Cuando les explico a mis alumnos la Generación del 27, me gusta decirles que, a diferencia de otras corrientes literarias, esta no se rebeló contra lo anterior ni pretendió desdeñarlo, sino que prefirió beber de fuentes variadas, aglutinar y, en definitiva, sumar. También les digo que no adoptaron una postura elitista que despreciara lo popular, sino que armonizaron las formas de la oralidad con las de las vanguardias, el octosílabo con el verso libre y la viveza de la metáfora con la imagen onírica.
En el siglo XVI fue importante la disputa entre los partidarios de los nuevos gustos italianos que Garcilaso traía a España (endecasílabo) y los de Cristóbal de Castillejo (que buscó la renovación desde el octosílabo). Garcilaso empleó ambos metros, y su poesía es la cumbre de la lírica profana del Renacimiento. Si Vandelvira hubiera cerrado los ojos al extranjero, quizá habría diseñado iglesias con techumbres de madera, y España inició su decadencia cuando Felipe IV se puso de espaldas al mundo. De la lengua inglesa tomamos préstamos que sirven para nombrar nuevas realidades y eso no es necesariamente negativo, siempre y cuando no enterremos palabras preexistentes en la lengua de Cervantes.

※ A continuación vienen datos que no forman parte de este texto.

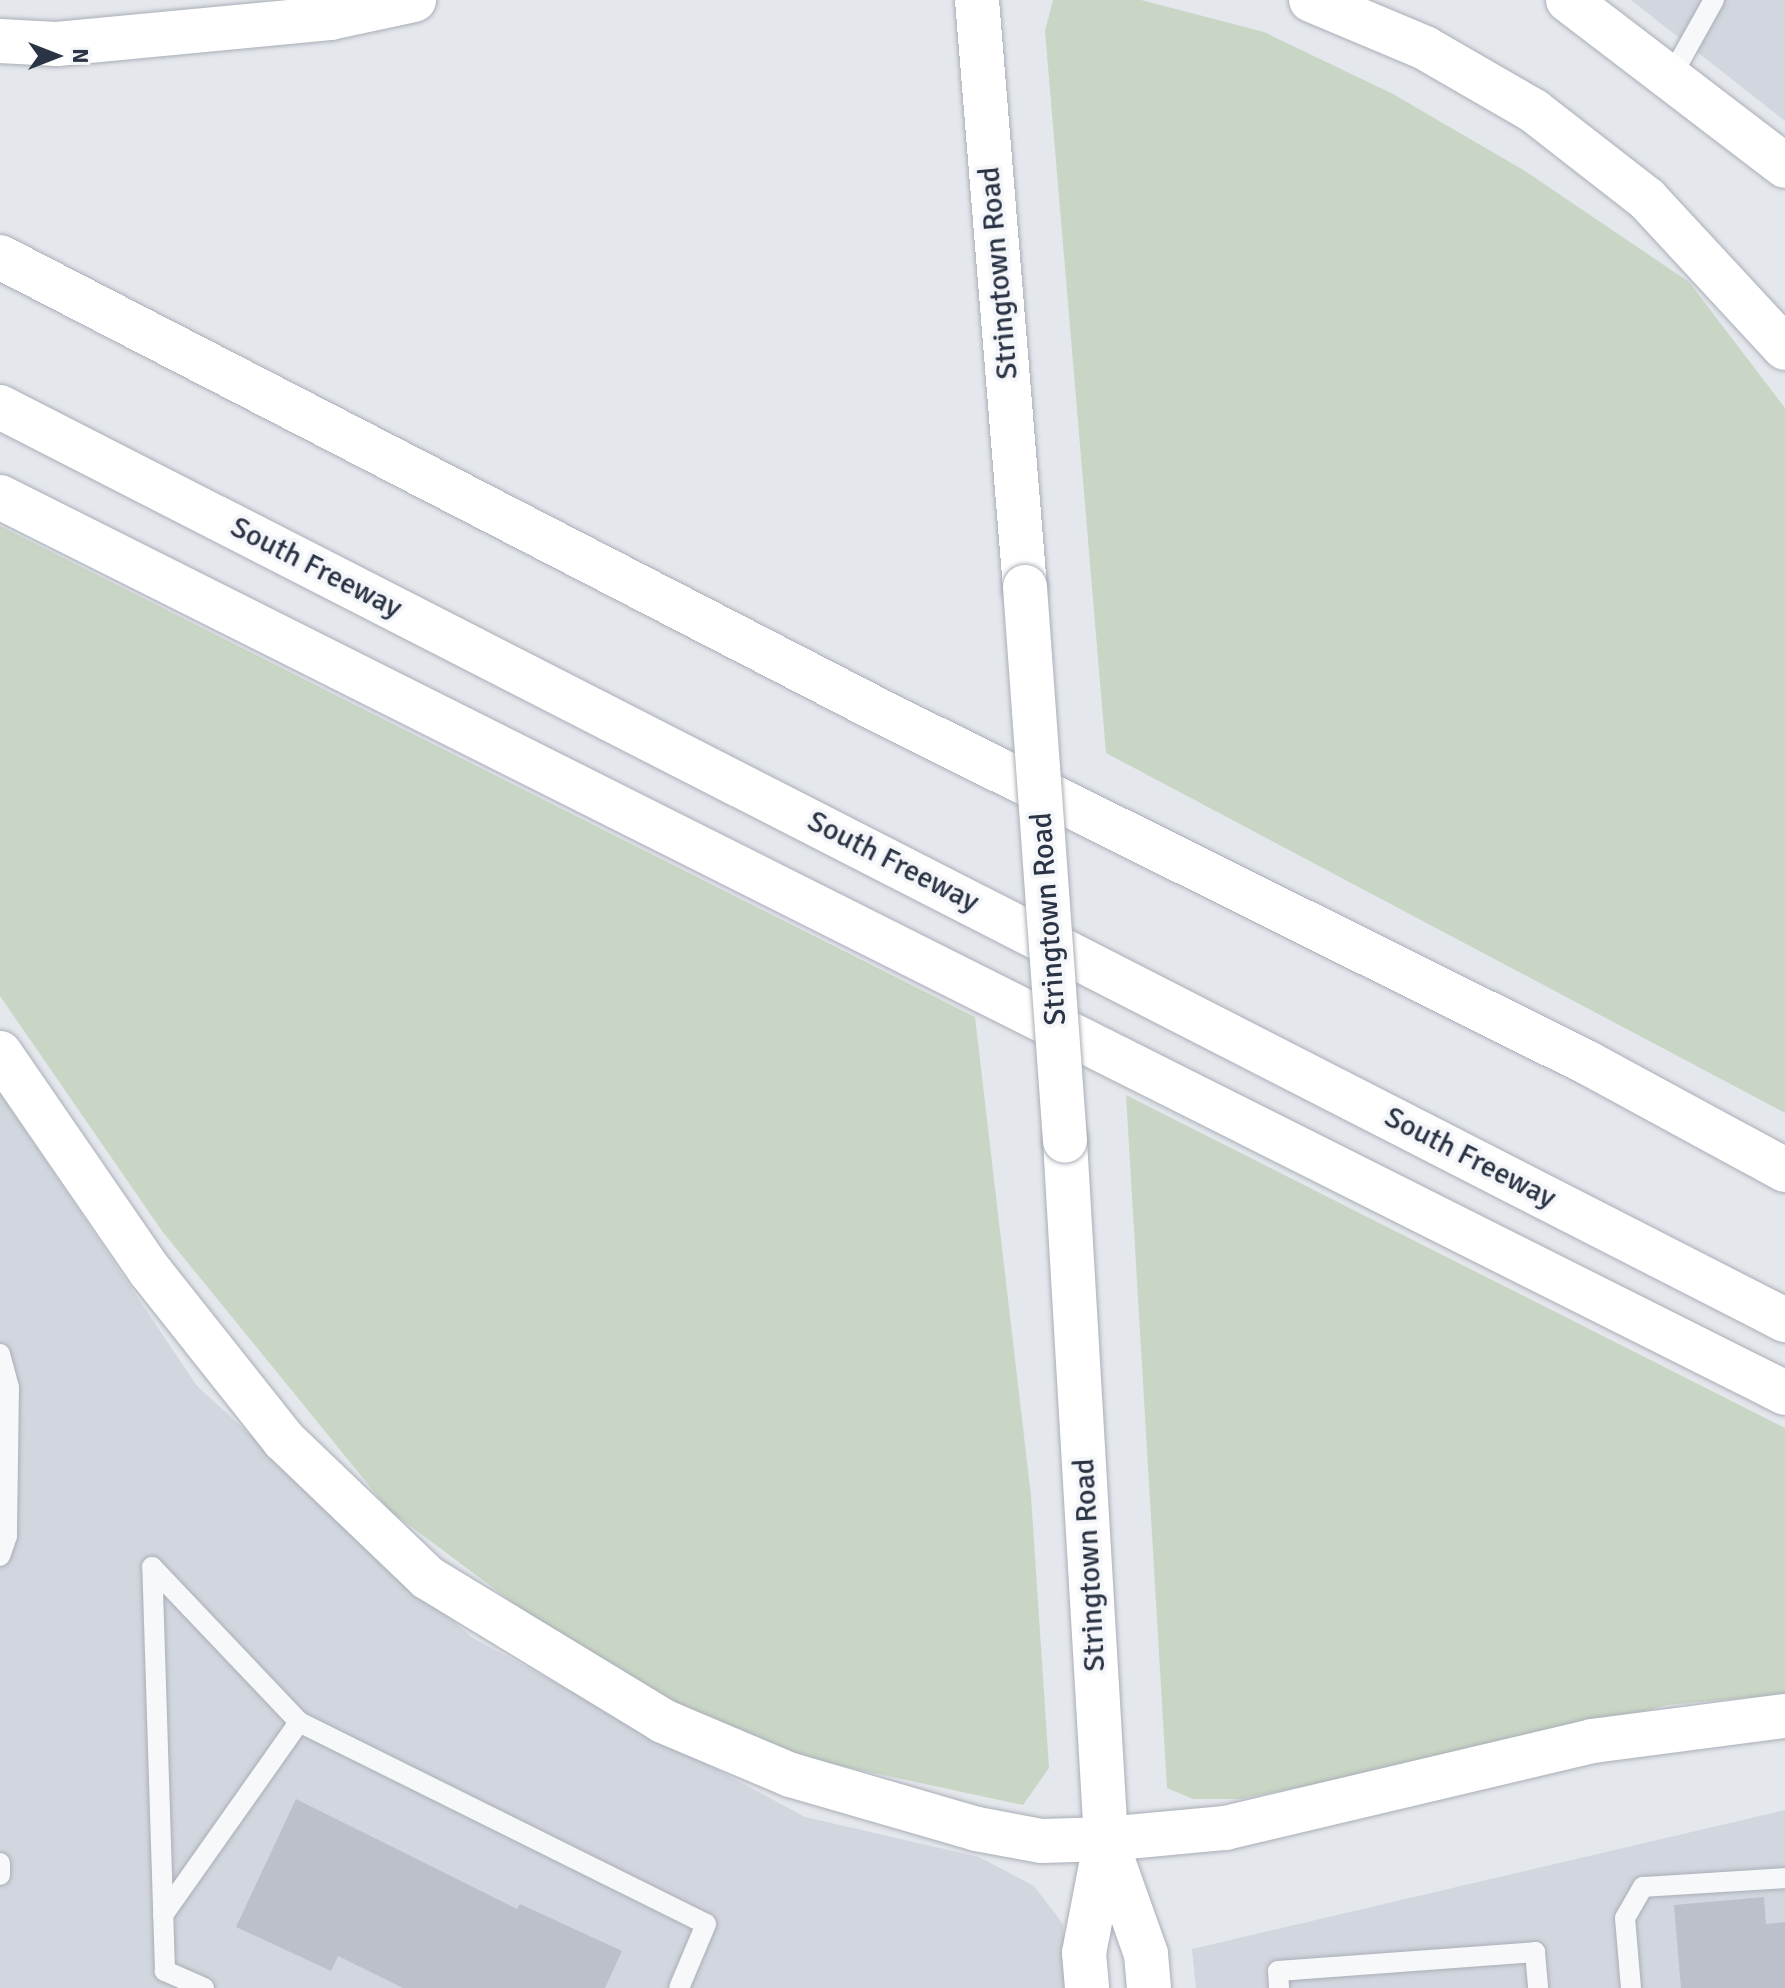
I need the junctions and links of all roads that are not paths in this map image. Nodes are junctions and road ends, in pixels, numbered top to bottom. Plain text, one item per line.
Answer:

Se acerca la fiesta religiosa de Todos los Santos y, con ella, la otra pagana de
Halloween, que no es ningún aquelarre demoníaco ni anticristiano, sino una suerte de carnaval de temática neogótica y romántica inspirada en las historias de terror que la literatura y el cine popularizaron desde finales del siglo XIX y que luego el expresionismo alemán llevó a buenas cotas artísticas. Tan romántico es hablar de la muerte y de su misterio como llevar a cenar a tu pareja por sorpresa al Bagá o al Damajuana. La temática de ultratumba y el amor (es decir, lo que escapa a la razón humana) son algunos de los grandes temas del Romanticismo. No faltará quien vuelva a comprometerse este año a celebrar
Halloween sólo si los yanquis vienen en masa a ver salir a Nuestro Padre Jesús o a hacer el camino al Cabezo, pero quizá deberíamos pensar si es compatible la tradición que nos entregaron nuestros padres y nuestros abuelos
(traditio significa
entrega) con la globalización que nos trajeron nuestras teles y nuestras salas de cine.
En la ciudad de Jaén se ha perdido una costumbre venerable, que era la de reunirse con la familia la noche del 1 al 2 de noviembre, víspera del Día de los Difuntos (tras haber acudido a la misa festiva y cuando ya las campanas tocaban a muerto) para compartir una cena pantagruélica, verdadero ensayo de la de Nochebuena, de sopa y pavo con panecillos, castañas asadas o cocidas con matalahúva, batatas en almíbar, huesos de santo y buñuelos de crema, cabello de ángel o chocolate. Y
cuscurrones de pan frito, como recordaba Rafael Ortega Sagrista. En las estancias se encendía una vela por cada familiar ausente. La muerte de una tradición es perder la consciencia de esta y, por tanto, la conciencia de su valor. Ya apenas se reivindica nada de lo antedicho, aunque algunos católicos se obstinan ahora en celebrar
Holywins, que es lo mismo que ir a un concurso de saltos hípicos y apostar por un caballo percherón: la derrota está servida.
La tradición no se reivindica con disfraces de santitos, sino con la belleza evocadora de lo antiguo. Manrique escribió la elegía más bella de la historia y Mecano nos dijo que no es serio este cementerio. Ambos brillaron, cada uno en su papel. Quizá sea positivo ser menos apocalípticos, por un lado, y menos sumisos de los yaquis, por otro. Hay tiempo para todo: disfraces, misas, buñuelos, memoria de los ausentes y una buena ración de pavo en salsa.
De nuestras tradiciones están las sepulturas llenas.